▸ How to complete this task: Which lines have the string "roads"? Copy all of them from the entries below.

(Collected data entries)

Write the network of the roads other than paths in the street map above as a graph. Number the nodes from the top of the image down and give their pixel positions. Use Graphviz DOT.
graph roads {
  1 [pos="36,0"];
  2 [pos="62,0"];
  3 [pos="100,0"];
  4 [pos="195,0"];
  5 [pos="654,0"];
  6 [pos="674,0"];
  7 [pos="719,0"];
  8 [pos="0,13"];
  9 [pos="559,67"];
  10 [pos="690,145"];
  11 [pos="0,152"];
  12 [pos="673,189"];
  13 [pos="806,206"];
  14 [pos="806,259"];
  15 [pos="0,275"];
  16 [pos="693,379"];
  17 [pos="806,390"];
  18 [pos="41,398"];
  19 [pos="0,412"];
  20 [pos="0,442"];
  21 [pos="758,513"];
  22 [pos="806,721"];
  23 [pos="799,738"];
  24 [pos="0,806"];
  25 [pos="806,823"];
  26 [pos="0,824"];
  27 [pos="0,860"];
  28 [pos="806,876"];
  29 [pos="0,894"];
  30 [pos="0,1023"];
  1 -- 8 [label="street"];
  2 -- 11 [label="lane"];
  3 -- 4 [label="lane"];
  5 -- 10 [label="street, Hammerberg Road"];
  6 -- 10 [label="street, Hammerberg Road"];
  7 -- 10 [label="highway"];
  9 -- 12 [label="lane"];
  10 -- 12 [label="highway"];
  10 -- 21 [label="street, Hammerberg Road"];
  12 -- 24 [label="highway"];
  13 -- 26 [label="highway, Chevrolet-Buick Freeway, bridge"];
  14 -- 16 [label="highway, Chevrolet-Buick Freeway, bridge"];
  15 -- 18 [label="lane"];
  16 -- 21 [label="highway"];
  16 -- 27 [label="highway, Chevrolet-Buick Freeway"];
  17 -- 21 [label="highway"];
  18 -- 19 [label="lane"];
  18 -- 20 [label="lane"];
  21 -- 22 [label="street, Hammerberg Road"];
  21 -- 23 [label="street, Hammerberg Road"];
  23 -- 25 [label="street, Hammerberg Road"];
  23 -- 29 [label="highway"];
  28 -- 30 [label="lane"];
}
---
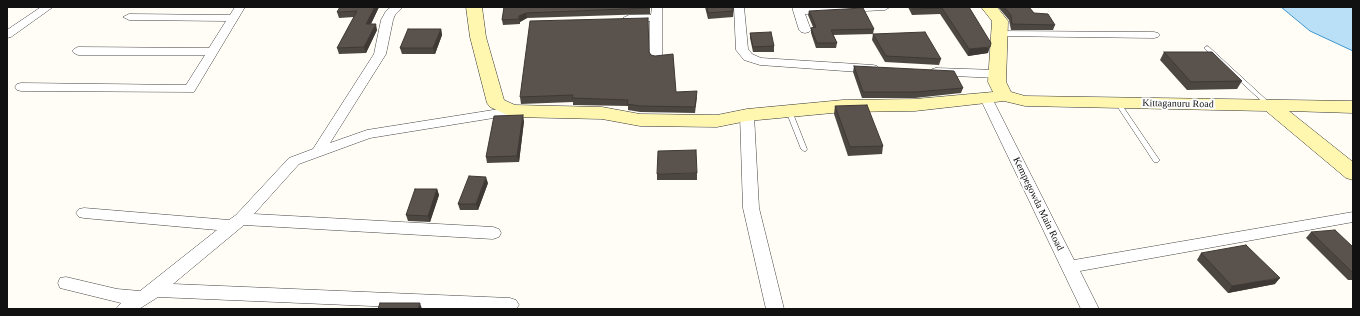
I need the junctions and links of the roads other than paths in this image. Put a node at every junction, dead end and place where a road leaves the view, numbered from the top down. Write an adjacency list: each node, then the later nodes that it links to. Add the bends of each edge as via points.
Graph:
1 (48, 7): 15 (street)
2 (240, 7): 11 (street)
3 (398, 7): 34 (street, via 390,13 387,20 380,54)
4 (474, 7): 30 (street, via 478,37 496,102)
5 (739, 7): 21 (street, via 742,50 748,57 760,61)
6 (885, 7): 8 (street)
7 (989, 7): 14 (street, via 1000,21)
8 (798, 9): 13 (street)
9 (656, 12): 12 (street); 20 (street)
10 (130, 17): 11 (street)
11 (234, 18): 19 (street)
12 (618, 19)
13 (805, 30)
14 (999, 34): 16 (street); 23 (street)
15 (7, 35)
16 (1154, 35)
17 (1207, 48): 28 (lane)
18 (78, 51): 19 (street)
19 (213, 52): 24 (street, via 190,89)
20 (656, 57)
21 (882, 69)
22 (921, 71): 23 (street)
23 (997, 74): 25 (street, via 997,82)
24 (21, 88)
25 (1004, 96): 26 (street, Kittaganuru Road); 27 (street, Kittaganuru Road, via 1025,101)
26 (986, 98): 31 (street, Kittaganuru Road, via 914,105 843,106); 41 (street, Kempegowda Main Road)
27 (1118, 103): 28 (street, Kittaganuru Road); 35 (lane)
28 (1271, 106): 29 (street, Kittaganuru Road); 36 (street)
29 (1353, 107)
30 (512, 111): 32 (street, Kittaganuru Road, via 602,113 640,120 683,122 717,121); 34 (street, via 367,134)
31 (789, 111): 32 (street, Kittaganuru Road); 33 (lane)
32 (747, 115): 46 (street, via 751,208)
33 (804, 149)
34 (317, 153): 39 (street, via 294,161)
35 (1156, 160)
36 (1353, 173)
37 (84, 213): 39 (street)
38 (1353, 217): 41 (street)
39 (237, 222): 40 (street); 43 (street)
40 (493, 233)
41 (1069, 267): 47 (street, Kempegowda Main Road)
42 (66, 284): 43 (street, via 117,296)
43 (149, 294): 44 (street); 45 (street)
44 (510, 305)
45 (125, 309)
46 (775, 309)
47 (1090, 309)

▸ Result:
Write the network of the roads other than paths in the street map above as a graph. Number the nodes from the top of the image down and give their pixel positions. Use Graphviz DOT.
graph roads {
I need the junctions and links of the roads other than paths in this image. Put a node at every junction, dead end and place where a road leaves the view, numbered from the top down. Write an adjacency list: each node, then the later nodes that it links to. Add the bends of each edge as via points.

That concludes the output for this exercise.